Loan to Cost
In real estate, Loan to Cost (LTC) is the ratio of the outstanding loan balance to total project cost. The higher the loan-to-cost, the less cash equity the borrower has invested in the property (i.e. less skin in the game) and therefore the higher the risk that the borrower will default on the loan. Real estate lenders most often use this metric in assessing the risk of lending on a real estate development project, but LTC is also considered on acquisition loans to compare the proposed loan amount to the acquisition price.
Loan to Cost (LTC) = Loan Amount ÷ Total Project Cost
Putting “Loan to Cost” in Context
Case Study: James River Apartments
Old Dominion Realty Partners, a real estate private equity firm, recently acquired James River Apartments, a 200-unit market-rate multifamily community in Richmond, Virginia.

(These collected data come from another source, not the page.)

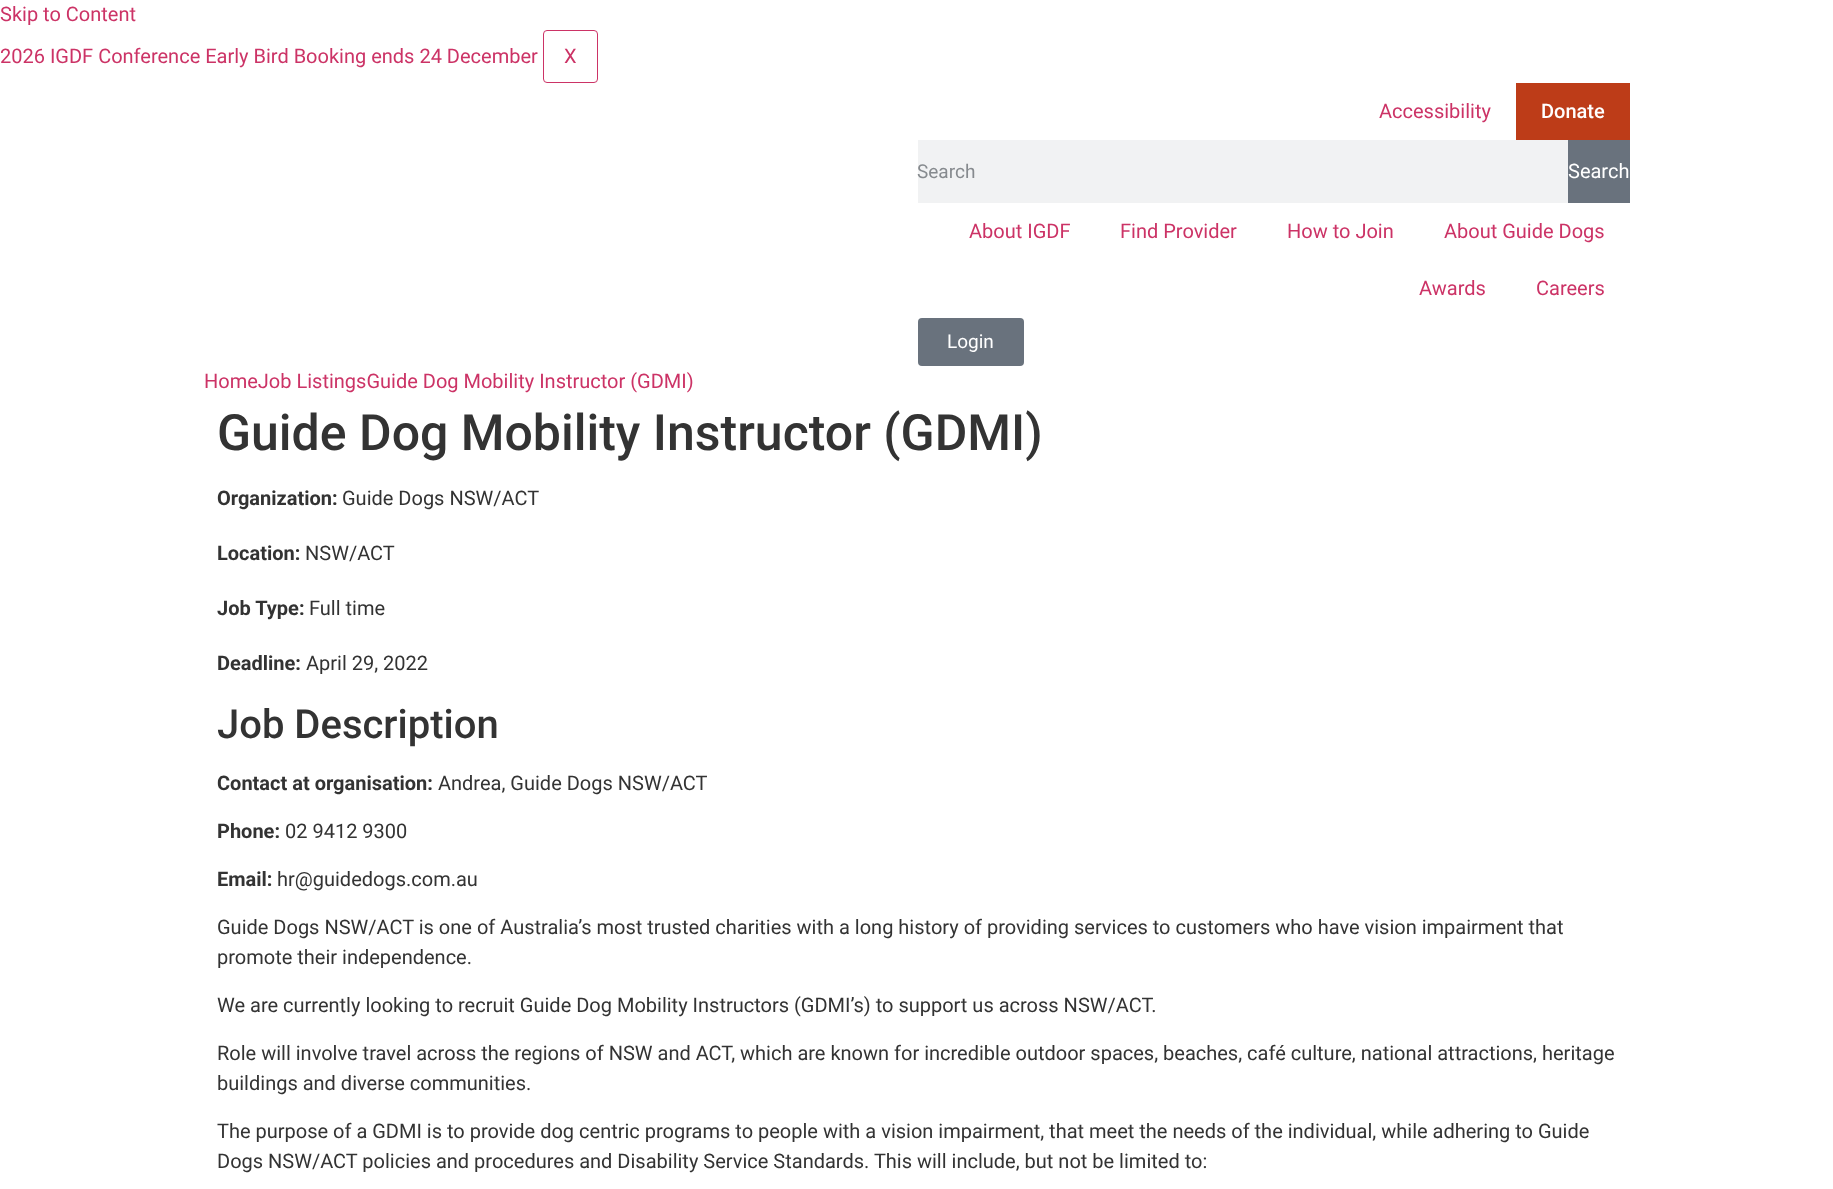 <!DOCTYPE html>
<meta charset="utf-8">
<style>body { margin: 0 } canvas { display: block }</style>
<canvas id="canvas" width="1833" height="1189"></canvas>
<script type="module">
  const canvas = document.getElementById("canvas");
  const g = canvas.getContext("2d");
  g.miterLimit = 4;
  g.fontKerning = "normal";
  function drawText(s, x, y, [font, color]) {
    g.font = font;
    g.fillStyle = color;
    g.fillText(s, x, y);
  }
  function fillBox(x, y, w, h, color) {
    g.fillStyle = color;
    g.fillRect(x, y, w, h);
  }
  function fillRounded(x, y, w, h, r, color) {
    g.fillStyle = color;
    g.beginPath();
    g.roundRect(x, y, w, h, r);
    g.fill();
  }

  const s1 = ["20px Roboto", "#CC3366"];
  const s2 = ["500 20px Roboto", "#FFFFFF"];
  const s3 = ["19px Roboto", "#868A8E"];
  const s4 = ["20px Roboto", "#FFFFFF"];
  const s5 = ["19px Roboto", "#FFFFFF"];
  const s6 = ["500 50px Roboto", "#333333"];
  const s7 = ["bold 20px Roboto", "#333333"];
  const s8 = ["20px Roboto", "#333333"];
  const s9 = ["500 40px Roboto", "#333333"];

  fillBox(0, 0, 1833, 1189, "#FFFFFF");
  drawText("Skip to Content", 0, 21, s1);
  drawText("2026 IGDF Conference Early Bird Booking ends 24 December", 0, 63, s1);
  g.beginPath();
  g.roundRect(543.5, 30.5, 54, 52, 3.5);
  g.strokeStyle = "#CC3366";
  g.stroke();
  drawText("X", 564, 63, s1);
  drawText("Accessibility", 1379, 118, s1);
  fillBox(1516, 83, 114, 57, "#BD3C18");
  drawText("Donate", 1541, 118, s2);
  fillBox(918, 140, 650, 63, "#F1F2F3");
  drawText("Search", 917, 178, s3);
  fillBox(1568, 140, 62, 63, "#69727D");
  drawText("Search", 1568, 178, s4);
  drawText("About IGDF", 969, 238, s1);
  drawText("Find Provider", 1120, 238, s1);
  drawText("How to Join", 1287, 238, s1);
  drawText("About Guide Dogs", 1444, 238, s1);
  drawText("Awards", 1419, 295, s1);
  drawText("Careers", 1536, 295, s1);
  fillRounded(918, 318, 106, 48, 4, "#69727D");
  drawText("Login", 947, 348, s5);
  drawText("HomeJob ListingsGuide Dog Mobility Instructor (GDMI)", 204, 388, s1);
  drawText("Guide Dog Mobility Instructor (GDMI)", 217, 450, s6);
  drawText("Organization:", 217, 505, s7);
  drawText("Guide Dogs NSW/ACT", 342, 505, s8);
  drawText("Location:", 217, 560, s7);
  drawText("NSW/ACT", 305, 560, s8);
  drawText("Job Type:", 217, 615, s7);
  drawText("Full time", 309, 615, s8);
  drawText("Deadline:", 217, 670, s7);
  drawText("April 29, 2022", 306, 670, s8);
  drawText("Job Description", 217, 738, s9);
  drawText("Contact at organisation:", 217, 790, s7);
  drawText("Andrea, Guide Dogs NSW/ACT", 438, 790, s8);
  drawText("Phone:", 217, 838, s7);
  drawText("02 9412 9300", 285, 838, s8);
  drawText("Email:", 217, 886, s7);
  drawText("hr@guidedogs.com.au", 277, 886, s8);
  drawText("Guide Dogs NSW/ACT is one of Australia’s most trusted charities with a long history of providing services to customers who have vision impairment that", 217, 934, s8);
  drawText("promote their independence.", 217, 964, s8);
  drawText("We are currently looking to recruit Guide Dog Mobility Instructors (GDMI’s) to support us across NSW/ACT.", 217, 1012, s8);
  drawText("Role will involve travel across the regions of NSW and ACT, which are known for incredible outdoor spaces, beaches, café culture, national attractions, heritage", 217, 1060, s8);
  drawText("buildings and diverse communities.", 217, 1090, s8);
  drawText("The purpose of a GDMI is to provide dog centric programs to people with a vision impairment, that meet the needs of the individual, while adhering to Guide", 217, 1138, s8);
  drawText("Dogs NSW/ACT policies and procedures and Disability Service Standards. This will include, but not be limited to:", 217, 1168, s8);
</script>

The property was purchased for $30 million, with the firm securing a 70% loan-to-value (LTV) mortgage from a regional bank. However, to better understand the financing structure, the Loan to Cost (LTC) ratio was also analyzed.
Loan to Cost in This Context
The total project cost, which includes the purchase price of $30 million along with an additional $1 million in closing costs, legal fees, and initial capital improvements, amounted to $31 million. The loan amount was $21 million. Using the Loan to Cost formula:
- Loan to Cost (LTC) = Loan Amount ÷ Total Project Cost
- LTC = $21,000,000 ÷ $31,000,000
- LTC = 67.7%
Key Insights
- The LTC of 67.7% indicates that the lender is financing approximately 68% of the total project cost, while Old Dominion Realty Partners is contributing the remaining 32.3% as equity.
- Compared to the Loan to Value (LTV) ratio of 70%, the LTC ratio provides a more comprehensive view of the financing structure because it considers additional project costs beyond just the acquisition price.
- A lower LTC ratio, compared to the maximum threshold typically set by lenders (e.g., 75% for similar core investments), suggests that the lender perceives this deal as relatively lower risk due to the sponsor’s significant equity contribution.
Implications for Investment Strategy
By maintaining an LTC ratio below 70%, Old Dominion Realty Partners aligns with conservative financing practices, minimizing risk and ensuring better access to capital for future projects. Furthermore, this approach provides the lender with confidence in the sponsor’s commitment to the project, which is especially critical for building strong lender relationships.
Conclusion
This hypothetical scenario demonstrates the importance of analyzing Loan to Cost (LTC) as part of a real estate acquisition or development project. While Loan to Value (LTV) focuses on the property’s market valuation, LTC provides a more detailed picture by incorporating all project costs, ensuring the financing structure supports both the lender’s risk tolerance and the sponsor’s investment strategy.
Frequently Asked Questions about Loan to Cost (LTC) in Real Estate
What is Loan to Cost (LTC)?
Loan to Cost (LTC) is the ratio of the loan amount to the total project cost, which includes purchase price, closing costs, legal fees, and capital improvements. It shows how much of the total investment is financed through debt.
How is LTC calculated?
LTC = Loan Amount ÷ Total Project Cost. In the case of James River Apartments, the LTC was calculated as $21,000,000 ÷ $31,000,000 = 67.7%.
How is LTC different from Loan to Value (LTV)?
LTV compares the loan amount to the property’s appraised value, while LTC compares the loan to the total project cost. LTC provides a more comprehensive view of the financing structure by including all costs associated with the transaction.
Why do lenders care about LTC?
Lenders use LTC to assess how much equity a borrower has in a project. A lower LTC suggests lower risk, as it means the borrower has invested more capital and thus has more at stake in the project’s success.
What does a 67.7% LTC mean for a deal?
A 67.7% LTC means that the lender is financing 67.7% of the total cost of the project, while the borrower contributes the remaining 32.3%. In the James River Apartments example, this reflects a conservative capital structure aligned with prudent investment practices.
How does LTC affect investment strategy?
A lower LTC improves lender confidence and can reduce borrowing costs. It also leaves room for potential refinancing or securing additional capital later. For Old Dominion Realty Partners, a 67.7% LTC supported their conservative financing goals.